With the pictures removed, the data below must be transcribed in full and exactly.

[Landmark coordinate records]
========================

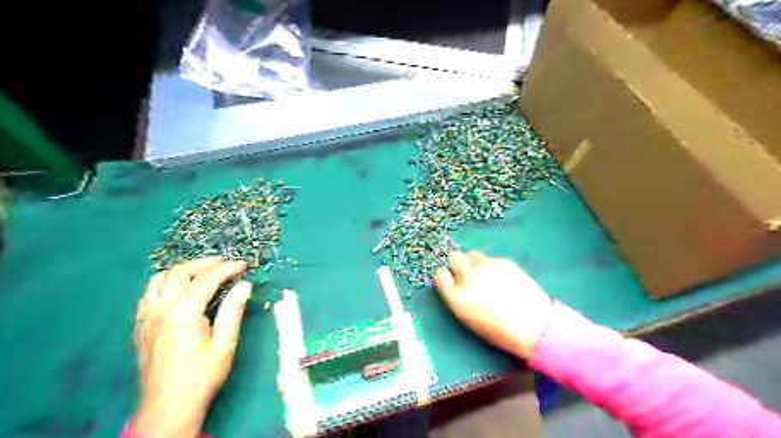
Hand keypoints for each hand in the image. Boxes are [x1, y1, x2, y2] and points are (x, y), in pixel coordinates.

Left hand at [132, 259, 251, 435]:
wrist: (167, 406)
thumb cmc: (202, 376)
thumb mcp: (225, 344)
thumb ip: (233, 310)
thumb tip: (245, 285)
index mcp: (184, 314)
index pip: (206, 279)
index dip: (227, 268)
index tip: (243, 265)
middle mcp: (161, 310)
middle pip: (180, 272)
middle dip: (205, 263)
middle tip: (225, 263)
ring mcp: (146, 317)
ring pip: (160, 279)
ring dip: (183, 270)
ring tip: (204, 271)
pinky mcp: (140, 325)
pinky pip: (150, 293)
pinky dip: (167, 283)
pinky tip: (180, 289)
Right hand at [433, 250, 554, 358]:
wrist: (534, 328)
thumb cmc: (499, 331)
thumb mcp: (468, 318)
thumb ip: (458, 297)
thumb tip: (455, 281)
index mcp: (457, 298)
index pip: (440, 274)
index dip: (446, 276)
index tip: (452, 279)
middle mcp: (468, 279)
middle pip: (454, 257)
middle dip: (458, 263)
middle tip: (467, 272)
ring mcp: (486, 268)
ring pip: (472, 254)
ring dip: (475, 262)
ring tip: (487, 275)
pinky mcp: (503, 262)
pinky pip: (491, 259)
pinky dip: (493, 266)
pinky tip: (504, 279)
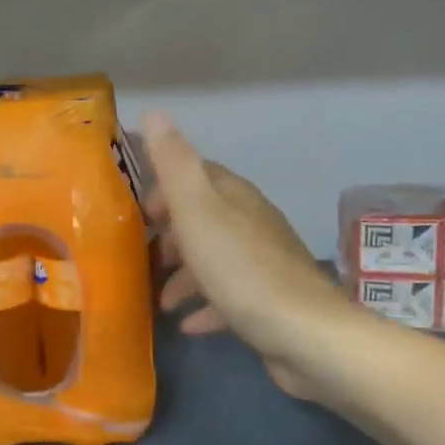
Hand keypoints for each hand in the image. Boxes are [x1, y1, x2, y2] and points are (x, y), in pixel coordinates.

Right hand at [141, 113, 344, 401]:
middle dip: (171, 235)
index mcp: (234, 196)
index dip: (165, 189)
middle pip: (204, 218)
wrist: (304, 333)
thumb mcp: (197, 210)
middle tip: (144, 258)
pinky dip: (206, 305)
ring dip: (184, 276)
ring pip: (214, 258)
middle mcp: (251, 222)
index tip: (140, 215)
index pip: (197, 174)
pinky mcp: (269, 300)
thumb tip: (155, 111)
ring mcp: (263, 262)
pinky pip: (229, 295)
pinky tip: (189, 324)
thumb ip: (174, 163)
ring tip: (162, 300)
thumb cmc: (240, 268)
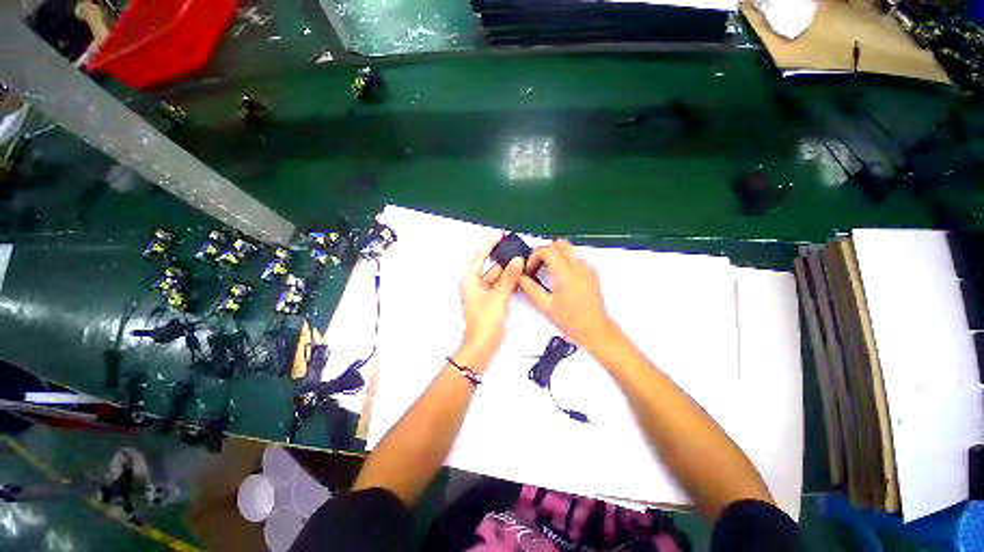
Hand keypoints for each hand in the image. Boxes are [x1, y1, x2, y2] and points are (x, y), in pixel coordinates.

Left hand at [457, 237, 524, 371]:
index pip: (480, 257)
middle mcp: (476, 284)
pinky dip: (509, 282)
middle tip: (518, 250)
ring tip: (522, 262)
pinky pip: (501, 286)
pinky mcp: (492, 300)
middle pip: (491, 267)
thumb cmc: (485, 320)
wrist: (484, 344)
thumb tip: (517, 260)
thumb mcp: (498, 295)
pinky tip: (520, 276)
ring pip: (498, 277)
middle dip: (504, 260)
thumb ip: (509, 277)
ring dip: (508, 271)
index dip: (489, 245)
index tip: (499, 235)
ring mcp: (484, 293)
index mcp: (470, 280)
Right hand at [519, 240, 617, 350]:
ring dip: (555, 255)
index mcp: (566, 274)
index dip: (534, 255)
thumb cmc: (571, 321)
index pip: (548, 250)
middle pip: (560, 243)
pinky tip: (559, 278)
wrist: (595, 330)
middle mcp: (579, 267)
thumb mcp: (545, 306)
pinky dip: (565, 262)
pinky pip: (576, 259)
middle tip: (537, 264)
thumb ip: (530, 289)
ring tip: (547, 272)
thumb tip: (520, 278)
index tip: (530, 268)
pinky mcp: (592, 273)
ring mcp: (587, 269)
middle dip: (545, 250)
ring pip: (569, 250)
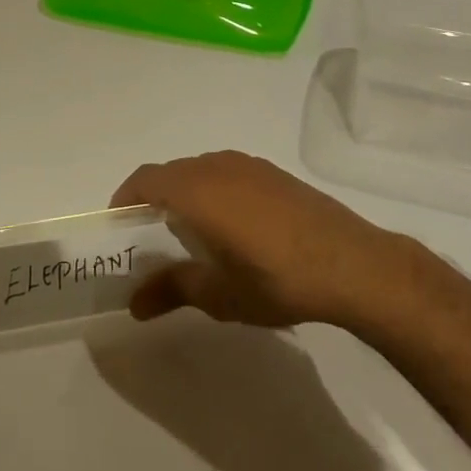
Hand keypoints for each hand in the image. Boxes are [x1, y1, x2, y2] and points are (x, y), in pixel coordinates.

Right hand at [110, 151, 421, 330]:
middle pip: (170, 173)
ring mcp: (249, 166)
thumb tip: (133, 303)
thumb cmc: (276, 279)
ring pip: (200, 171)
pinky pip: (227, 173)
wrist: (352, 263)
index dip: (125, 200)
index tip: (119, 229)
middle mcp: (218, 166)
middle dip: (154, 200)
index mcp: (196, 190)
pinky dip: (213, 191)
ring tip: (190, 235)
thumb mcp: (218, 294)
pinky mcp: (274, 173)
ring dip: (185, 194)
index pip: (144, 180)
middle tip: (151, 239)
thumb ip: (171, 290)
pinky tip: (231, 227)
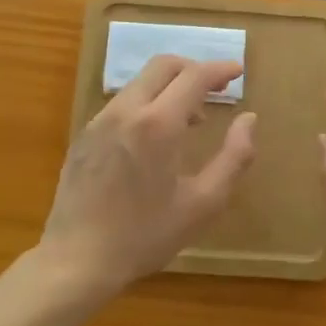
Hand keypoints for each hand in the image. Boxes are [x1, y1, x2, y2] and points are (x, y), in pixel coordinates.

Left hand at [38, 55, 256, 295]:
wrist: (76, 260)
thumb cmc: (145, 235)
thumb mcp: (203, 203)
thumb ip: (234, 157)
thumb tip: (249, 119)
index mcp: (158, 124)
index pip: (194, 76)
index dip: (220, 69)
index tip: (238, 71)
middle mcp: (126, 111)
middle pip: (163, 66)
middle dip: (193, 69)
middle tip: (216, 89)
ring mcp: (99, 121)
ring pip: (140, 83)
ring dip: (169, 88)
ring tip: (189, 121)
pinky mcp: (84, 136)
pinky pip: (122, 104)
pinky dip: (147, 104)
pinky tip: (153, 140)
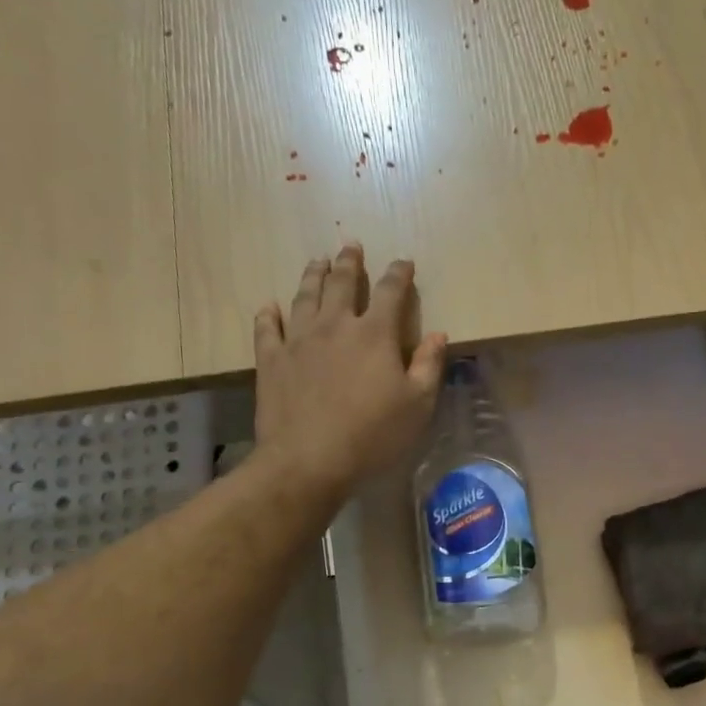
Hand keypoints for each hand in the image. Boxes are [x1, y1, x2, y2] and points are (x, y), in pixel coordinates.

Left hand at [254, 245, 447, 493]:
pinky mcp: (272, 360)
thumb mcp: (418, 405)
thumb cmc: (373, 435)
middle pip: (342, 284)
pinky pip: (267, 328)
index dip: (399, 274)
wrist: (309, 459)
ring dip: (313, 276)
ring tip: (317, 261)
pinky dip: (269, 314)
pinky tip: (269, 306)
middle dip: (349, 262)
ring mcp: (298, 340)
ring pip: (305, 296)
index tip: (404, 262)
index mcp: (375, 334)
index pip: (391, 292)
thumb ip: (428, 366)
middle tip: (350, 245)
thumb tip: (438, 334)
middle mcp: (335, 326)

========================

◆ EXERCISE ANSWER ◆
Hand keypoints for each hand in the image. Boxes are [x1, y1, x2, y2] and points are (x, y), in pixel coordinates.

Left hand at [132, 259, 251, 435]:
wrist: (167, 406)
thumb cmc: (202, 376)
thumb mcp: (225, 344)
thumb ip: (233, 310)
thumb tip: (245, 285)
index mcp: (184, 314)
index pip: (206, 279)
index dip: (227, 268)
index tip: (243, 265)
middle mcp: (161, 310)
middle pip: (180, 272)
middle dip: (205, 263)
middle tip: (225, 263)
ring mcp: (146, 317)
ring pip: (160, 279)
ring dip: (183, 270)
ring tip: (204, 271)
pinky mcp: (140, 325)
pinky pip: (150, 293)
pinky dip: (167, 283)
pinky tip: (180, 289)
Right hand at [433, 250, 554, 358]:
wrist: (534, 328)
thumb cmc: (499, 331)
thumb mcp: (468, 318)
thumb ip: (458, 297)
thumb tip: (455, 281)
index mcp: (457, 298)
index pip: (440, 274)
index dip: (446, 276)
index tip: (452, 279)
middle mcp: (468, 279)
middle pip: (454, 257)
middle dip: (458, 263)
middle tip: (467, 272)
ring mcp: (486, 268)
ring pip: (472, 254)
ring dip: (475, 262)
ring tip: (487, 275)
pinky mcp: (503, 262)
pinky pip: (491, 259)
pinky dip: (493, 266)
pinky tip: (504, 279)
Hand keypoints for each hand in the image. Boxes are [x1, y1, x2, y2] and points are (x, y), in pixel coordinates.

Right hand at [141, 113, 344, 401]:
middle dip: (171, 235)
index mcp: (234, 196)
index dip: (165, 189)
middle pip: (204, 218)
wrist: (304, 333)
thumb mcp: (197, 210)
middle tip: (144, 258)
pinky dip: (206, 305)
ring dip: (184, 276)
ring pip: (214, 258)
middle mcp: (251, 222)
index tip: (140, 215)
index pip: (197, 174)
pinky mcp: (269, 300)
thumb tip: (155, 111)
ring mcp: (263, 262)
pinky pip: (229, 295)
pinky tip: (189, 324)
thumb ip: (174, 163)
ring tip: (162, 300)
thumb cmc: (240, 268)
Hand keypoints for each hand in the image. Boxes are [x1, y1, x2, y2] and points are (x, y), in pixel coordinates.

Left hand at [457, 237, 524, 371]:
index pip: (480, 257)
middle mcp: (476, 284)
pinky dip: (509, 282)
middle tip: (518, 250)
ring tip: (522, 262)
pinky pip: (501, 286)
pinky mcp: (492, 300)
middle pip: (491, 267)
thumb cmc: (485, 320)
wrist: (484, 344)
thumb tip: (517, 260)
thumb mcp: (498, 295)
pinky tip: (520, 276)
ring pip: (498, 277)
middle dip: (504, 260)
thumb ip: (509, 277)
ring dip: (508, 271)
index dip: (489, 245)
index tip: (499, 235)
ring mcp: (484, 293)
index mcp: (470, 280)
Right hand at [519, 240, 617, 350]:
ring dip: (555, 255)
index mcp: (566, 274)
index dip: (534, 255)
thumb cmc: (571, 321)
index pip: (548, 250)
middle pip: (560, 243)
pinky tip: (559, 278)
wrist: (595, 330)
middle mcp: (579, 267)
thumb mcp: (545, 306)
pinky dip: (565, 262)
pinky pip: (576, 259)
middle tip: (537, 264)
thumb ip: (530, 289)
ring tip: (547, 272)
thumb tip: (520, 278)
index tip: (530, 268)
pinky mcp: (592, 273)
ring mcp: (587, 269)
middle dip: (545, 250)
ring pip: (569, 250)
Hand keypoints for each hand in the image. Boxes are [x1, y1, x2, y2] and points are (x, y), in pixel coordinates.

Right hand at [110, 151, 421, 330]:
middle pip: (170, 173)
ring mcp: (249, 166)
thumb tip: (133, 303)
thumb cmc: (276, 279)
ring pip: (200, 171)
pinky pip: (227, 173)
wrist: (352, 263)
index dip: (125, 200)
index tip: (119, 229)
middle mcp: (218, 166)
middle dip: (154, 200)
index mcp: (196, 190)
pinky dip: (213, 191)
ring tip: (190, 235)
thumb mcp: (218, 294)
pinky mcp: (274, 173)
ring dip: (185, 194)
index pip: (144, 180)
middle tip: (151, 239)
thumb ip: (171, 290)
pinky tip: (231, 227)
Hand keypoints for each hand in the image. Boxes are [x1, y1, x2, y2] and points are (x, y), in pixel coordinates.

Left hand at [38, 55, 256, 295]:
wrist: (76, 260)
thumb cmc: (145, 235)
thumb mcp: (203, 203)
thumb ip: (234, 157)
thumb tip: (249, 119)
index mcp: (158, 124)
index pip: (194, 76)
index dip: (220, 69)
index tip: (238, 71)
middle mcp: (126, 111)
middle pip: (163, 66)
middle dip: (193, 69)
middle tip: (216, 89)
ring mcp: (99, 121)
ring pip: (140, 83)
ring dip: (169, 88)
ring tip: (189, 121)
pinky mcp: (84, 136)
pinky pip: (122, 104)
pinky dip: (147, 104)
pinky tip: (153, 140)
Hand keypoints for each hand in the image. Boxes are [x1, y1, x2, y2] and points are (x, y), in pixel coordinates.

Left hand at [254, 245, 447, 493]:
pinky mcp: (272, 360)
thumb mcp: (418, 405)
thumb cmc: (373, 435)
middle pip: (342, 284)
pinky pip: (267, 328)
index dip: (399, 274)
wrist: (309, 459)
ring dip: (313, 276)
ring tip: (317, 261)
pinky dip: (269, 314)
pinky tip: (269, 306)
middle dip: (349, 262)
ring mcp: (298, 340)
ring pip: (305, 296)
index tip: (404, 262)
index mcp: (375, 334)
index pip: (391, 292)
thumb ip: (428, 366)
middle tip: (350, 245)
thumb tip: (438, 334)
middle mcp: (335, 326)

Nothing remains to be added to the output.